Inserting image embeddings into our database

Now that we have a table created, let's create and insert the embeddings for the images we have specified in reverse_image_search.csv.

Note that the majority of the time spent here is on computing the embeddings for the images.

Let's specify the insert pipeline we will use and run it:

python

cursor = conn.cursor()

# Inserts a single image into our database
def single_insert(img_path, vec):
    vector = [float(x) for x in vec]
    cursor.execute(f"INSERT INTO {TABLE_NAME}(path, vector) VALUES (%s, %s);", (img_path, vector))


# Insert pipeline
p_insert = (
    p_embed.map(('img_path', 'vec'), 'mr', single_insert)
    .output('mr')
)

p_insert(INSERT_SRC)

conn.commit()
cursor.close()

Creating an Index

Now that we have inserted the embeddings into our database, we need to construct an index in postgres using lantern. This is important because the index will tell allow postgres to use lantern when performing vector search.

Note that we use L2-squared (squared Euclidean distance) as the distance metric. Also, as a good practice, we specify the dimension of the vectors in the index (although lantern can infer it from the vectors we've already inserted).

python

cursor = conn.cursor()

cursor.execute(f"CREATE INDEX ON {TABLE_NAME} USING lantern_hnsw (vector dist_l2sq_ops) WITH (dim=1280);")

conn.commit()
cursor.close()

Performing Similarity Search

Now that we have embedded our images, we can now perform vector search amongst our images and find similar images this way.

Let's define a search pipeline that we will use.
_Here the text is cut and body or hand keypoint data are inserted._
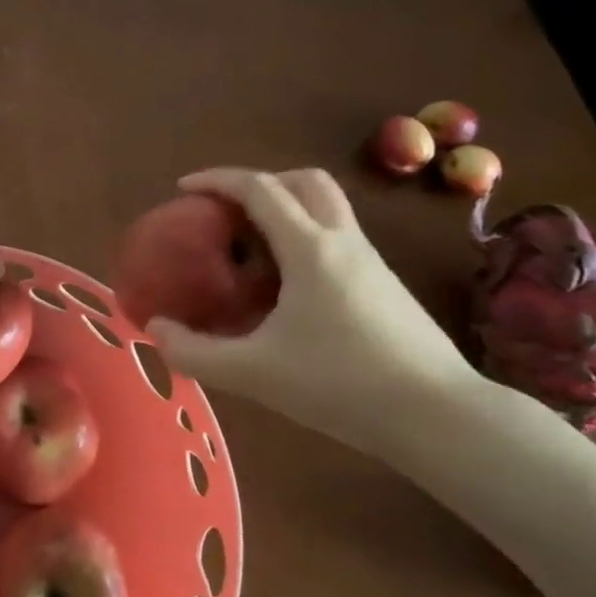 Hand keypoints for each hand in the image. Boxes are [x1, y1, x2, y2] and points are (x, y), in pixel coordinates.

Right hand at [147, 168, 483, 461]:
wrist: (440, 417)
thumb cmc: (342, 384)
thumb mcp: (255, 373)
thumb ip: (196, 353)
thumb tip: (155, 330)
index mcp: (309, 248)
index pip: (259, 188)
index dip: (216, 179)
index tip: (183, 189)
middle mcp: (342, 241)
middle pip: (304, 181)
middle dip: (260, 183)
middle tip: (228, 212)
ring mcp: (370, 261)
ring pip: (327, 208)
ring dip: (286, 210)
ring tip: (252, 250)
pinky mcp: (385, 285)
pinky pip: (337, 238)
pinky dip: (305, 239)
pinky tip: (288, 288) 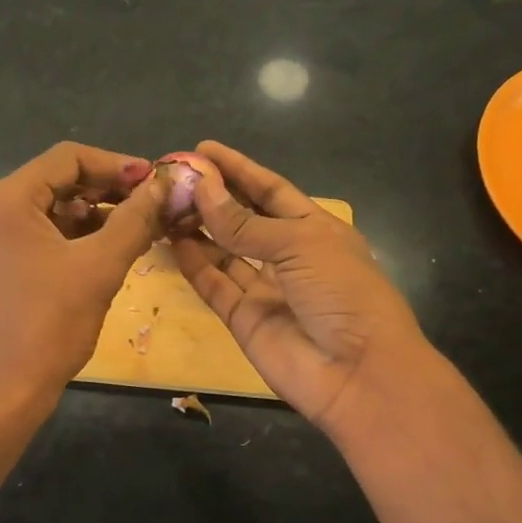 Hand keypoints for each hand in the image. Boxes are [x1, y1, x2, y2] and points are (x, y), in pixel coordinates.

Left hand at [0, 142, 165, 413]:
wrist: (5, 389)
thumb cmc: (50, 323)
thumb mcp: (100, 266)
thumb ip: (135, 219)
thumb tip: (165, 186)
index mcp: (8, 199)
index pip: (68, 158)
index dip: (116, 164)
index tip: (155, 181)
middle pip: (59, 180)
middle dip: (109, 189)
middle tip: (153, 204)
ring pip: (54, 210)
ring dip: (97, 214)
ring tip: (142, 226)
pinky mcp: (0, 265)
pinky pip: (44, 236)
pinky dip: (78, 237)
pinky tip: (113, 248)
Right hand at [169, 141, 430, 442]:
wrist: (357, 374)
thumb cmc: (343, 294)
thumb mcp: (299, 245)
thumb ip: (244, 222)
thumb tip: (201, 187)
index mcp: (315, 230)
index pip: (270, 191)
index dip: (239, 170)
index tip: (203, 149)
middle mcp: (288, 256)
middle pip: (243, 219)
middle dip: (212, 197)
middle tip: (173, 178)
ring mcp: (265, 288)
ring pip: (223, 251)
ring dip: (197, 228)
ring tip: (164, 205)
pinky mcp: (243, 318)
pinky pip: (214, 284)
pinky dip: (193, 263)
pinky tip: (171, 240)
We will return the 10 images that are closest to our query image, and display their paths.

python

cursor = conn.cursor()

def single_search(vec):
  query_vec = str([float(x) for x in vec])
  cursor.execute(f"SELECT path, cos_dist(vector, ARRAY{query_vec}) AS dist FROM {TABLE_NAME} ORDER BY vector <-> ARRAY{query_vec} LIMIT 10;")
  results = cursor.fetchall()
  return results


# Search pipeline
p_search_pre = (
        p_embed.map('vec', ('search_res'), single_search)
               .map('search_res', 'pred', lambda x: [str(Path(y[0]).resolve()) for y in x])
)
p_search = p_search_pre.output('img_path', 'pred')

# Search for example query image(s)
dc = p_search('test/goldfish/*.JPEG')

# Display search results with image paths
DataCollection(dc).show()

#cursor.close()

To see these images:

python

import cv2
from towhee.types.image import Image

def read_images(img_paths):
    imgs = []
    for p in img_paths:
        imgs.append(Image(cv2.imread(p), 'BGR'))
    return imgs

p_search_img = (
    p_search_pre.map('pred', 'pred_images', read_images)
                .output('img', 'pred_images')
)
DataCollection(p_search_img('test/goldfish/*.JPEG')).show()

cursor.close()

You should see a set of images of blue fish.

Conclusion

To cleanup, close the Postgres connection.